Con "Tentone" Camoufly e Ceri Wax costruiscono un piccolo universo house essenziale, fatto di tensione costante, movimento e precisione.

Camoufly e Ceri Wax si incontrano su Tentone, un brano quasi ipnotico, capace di stregare con la naturalezza di ciò che è pensato per funzionare senza troppe spiegazioni. Nessun preambolo, nessuna costruzione narrativa superflua: il pezzo entra subito in testa come un mantra, senza possibilità di fuga.

Tentone: il rito collettivo di Camoufly e Ceri Wax

La struttura è essenziale, quasi asciutta: cassa dritta tra bassi profondi e incessanti, e synth vibranti che creano tensione con naturalezza. Tutto è calibrato in ottica club, che qui diventa dimensione ancor prima che luogo, dove il vero protagonista è il corpo e il suo movimento, mentre il suono sembra diventarne quasi uno strumento. Ciascun elemento sembra studiato per spinngere incessanntemente con estrema naturalezza.

Il singolo si affida a una grammatica house diretta, funzionale, consapevole dei propri riferimenti senza cadere nel cliché dell’ostentazione. L’abilità di Camoufly e Ceri Wax sta nel costruire un brano intorno ad una intensità costante, quasi morbosa, inevitabile ed incessante. Gli artisti decidono di lavorare per sottrazione, scegliendo pochi elementi ma estremamente centrati e assemblati in modo minuzioso.

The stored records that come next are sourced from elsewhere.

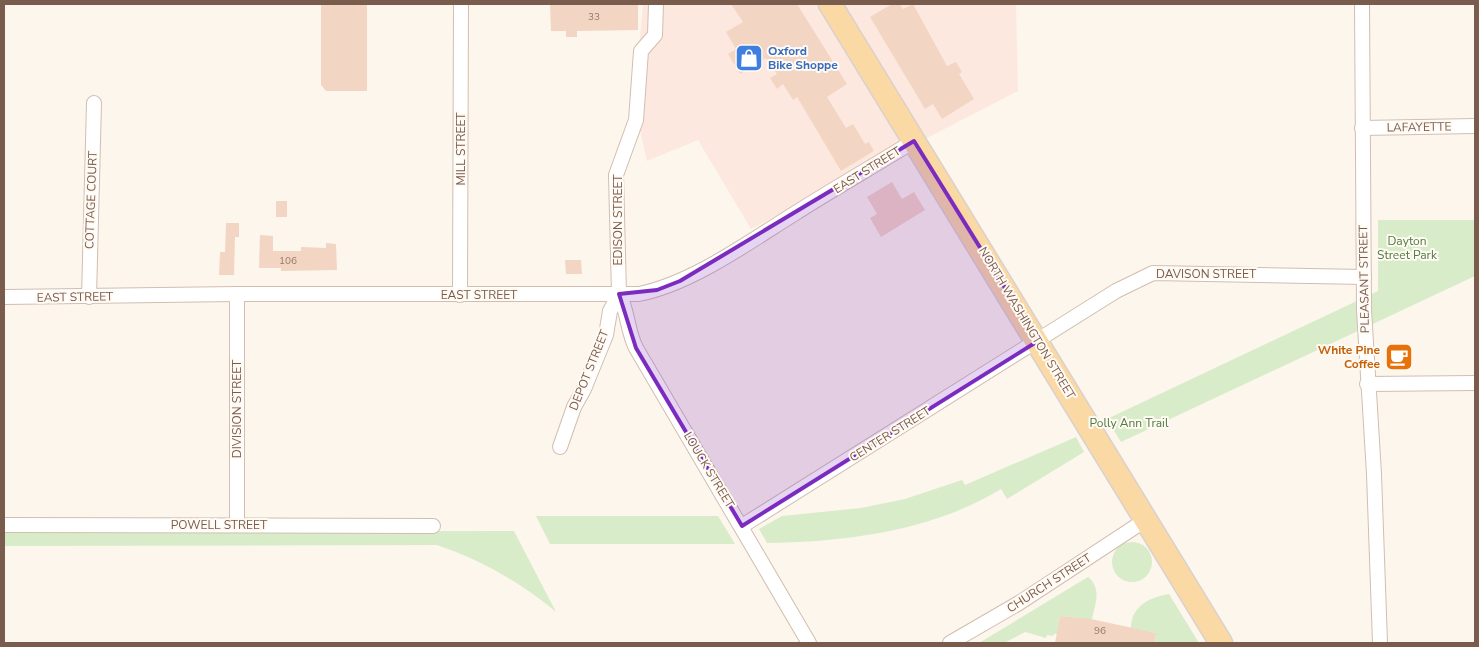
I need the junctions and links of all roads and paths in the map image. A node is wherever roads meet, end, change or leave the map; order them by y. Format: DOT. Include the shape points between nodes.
graph roads {
  1 [pos="461,4"];
  2 [pos="656,4"];
  3 [pos="830,4"];
  4 [pos="1362,4"];
  5 [pos="94,103"];
  6 [pos="1475,126"];
  7 [pos="1362,128"];
  8 [pos="914,141"];
  9 [pos="1364,277"];
  10 [pos="237,294"];
  11 [pos="619,294"];
  12 [pos="460,295"];
  13 [pos="4,297"];
  14 [pos="89,297"];
  15 [pos="1038,341"];
  16 [pos="1475,383"];
  17 [pos="1367,384"];
  18 [pos="560,448"];
  19 [pos="1147,519"];
  20 [pos="4,525"];
  21 [pos="237,525"];
  22 [pos="433,526"];
  23 [pos="742,526"];
  24 [pos="810,643"];
  25 [pos="950,643"];
  26 [pos="1221,643"];
  27 [pos="1380,643"];
  1 -- 12 [label="street, MILL STREET"];
  2 -- 11 [label="street, EDISON STREET" via="655,35 642,51 636,120 616,175"];
  3 -- 8 [label="main road, NORTH WASHINGTON STREET"];
  4 -- 7 [label="street, PLEASANT STREET"];
  5 -- 14 [label="street, COTTAGE COURT"];
  6 -- 7 [label="street, LAFAYETTE"];
  7 -- 9 [label="street, PLEASANT STREET"];
  8 -- 11 [label="street, EAST STREET" via="768,232 680,281 657,290"];
  8 -- 15 [label="main road, NORTH WASHINGTON STREET"];
  9 -- 15 [label="street, DAVISON STREET" via="1154,273 1116,291"];
  9 -- 17 [label="street, PLEASANT STREET"];
  10 -- 12 [label="street, EAST STREET"];
  10 -- 14 [label="street, EAST STREET"];
  10 -- 21 [label="street, DIVISION STREET"];
  11 -- 12 [label="street, EAST STREET"];
  11 -- 18 [label="street, DEPOT STREET"];
  11 -- 23 [label="street, LOUCK STREET" via="636,348"];
  13 -- 14 [label="street, EAST STREET"];
  15 -- 19 [label="main road, NORTH WASHINGTON STREET"];
  15 -- 23 [label="street, CENTER STREET"];
  16 -- 17 [label="street"];
  17 -- 27 [label="street, PLEASANT STREET"];
  19 -- 25 [label="street, CHURCH STREET" via="1019,604"];
  19 -- 26 [label="main road, NORTH WASHINGTON STREET"];
  20 -- 21 [label="street, POWELL STREET"];
  21 -- 22 [label="street, POWELL STREET"];
  23 -- 24 [label="street, LOUCK STREET"];
}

Tentone è una traccia che ha come obiettivo quello dare vita ad un momento preciso: quello in cui la pista si compatta, il movimento diventa collettivo e il tempo si appiattisce sul ritmo. Camoufly e Ceri Wax firmano così un brano su cui è inevitabile muoversi, che senza sbandierare etichette o categorie, si rivela essere la rappresentazione sonora perfetta della scena club-house.